Meanwhile, downstream packaged-food companies have to tackle weak consumer demand, limited pricing power and emerging logistic cost inflation in a context of proceeding with portfolio optimization, especially across North America. As they are committed to paying up for services that get goods delivered at the right time, they also face significant freight-cost inflation, particularly in the subsector of beverages. In the Asia region, they are more dedicated to withstanding smaller food firms which strive to steal market share from them by stepping up discounts.
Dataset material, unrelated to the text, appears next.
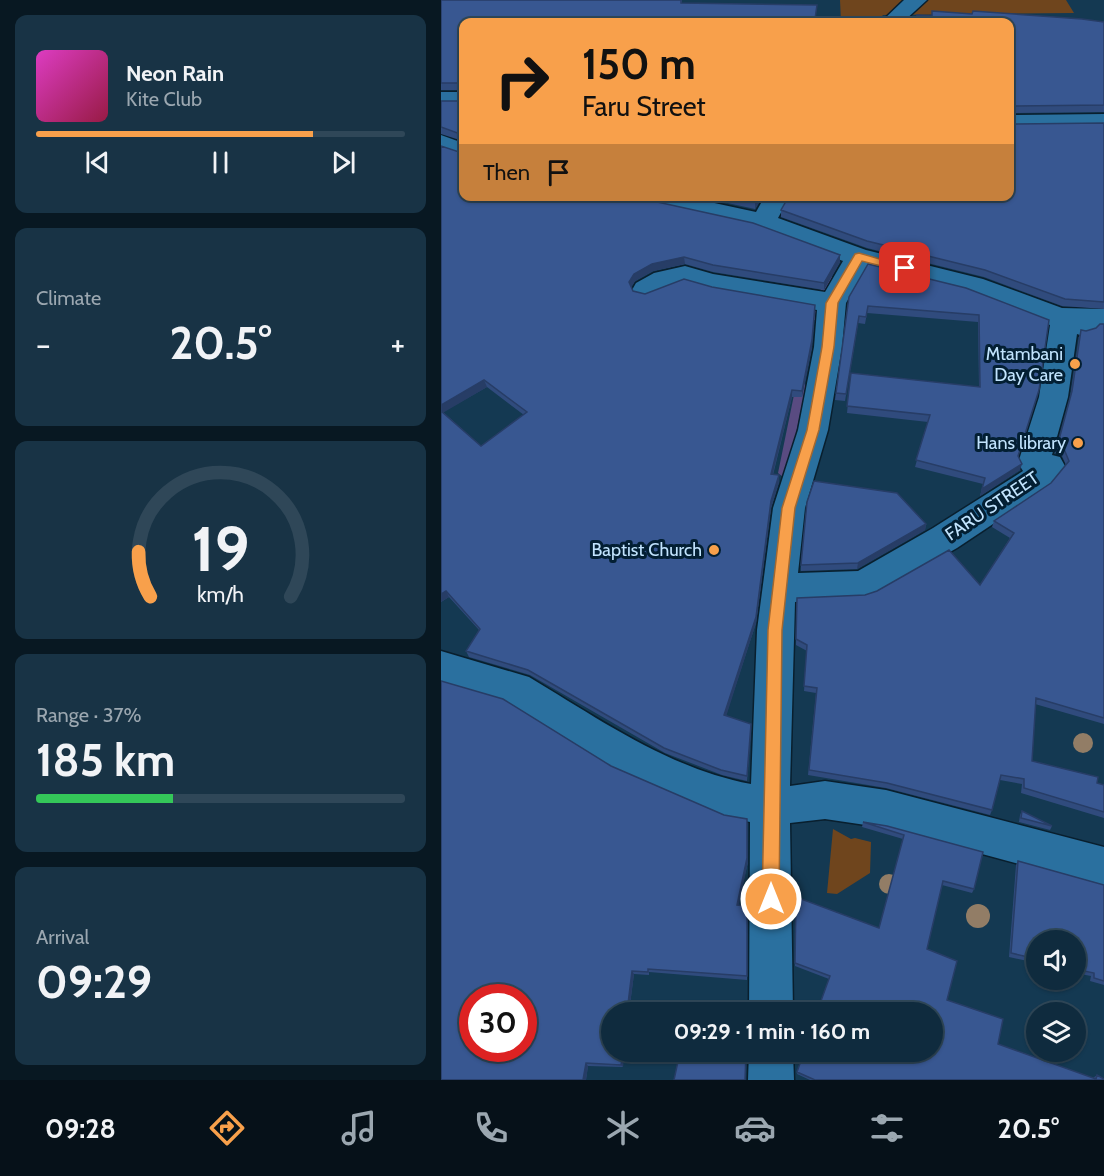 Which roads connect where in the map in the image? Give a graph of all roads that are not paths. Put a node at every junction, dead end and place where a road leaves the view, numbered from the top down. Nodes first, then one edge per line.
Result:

In 2019, agrifood M&A may emphasize the consolidation of fragmented segments and international markets. Raising the share in fragmented markets is normally less costly than large acquisitions seeking scale, which could fit the bill for US companies like KRAFT HEINZ that appear to bear a high burden of indebtedness. International markets may be attractive to firms struggling to generate growth in highly mature North America. Competition in the Asian food and beverage market should intensify in 2019 as rising trade tensions threaten to hamper economic growth and erode consumer confidence. Yet, the region’s favorable demographics and expanding middle class should position it for faster growth than more mature markets such as North America and Western Europe over the next three years.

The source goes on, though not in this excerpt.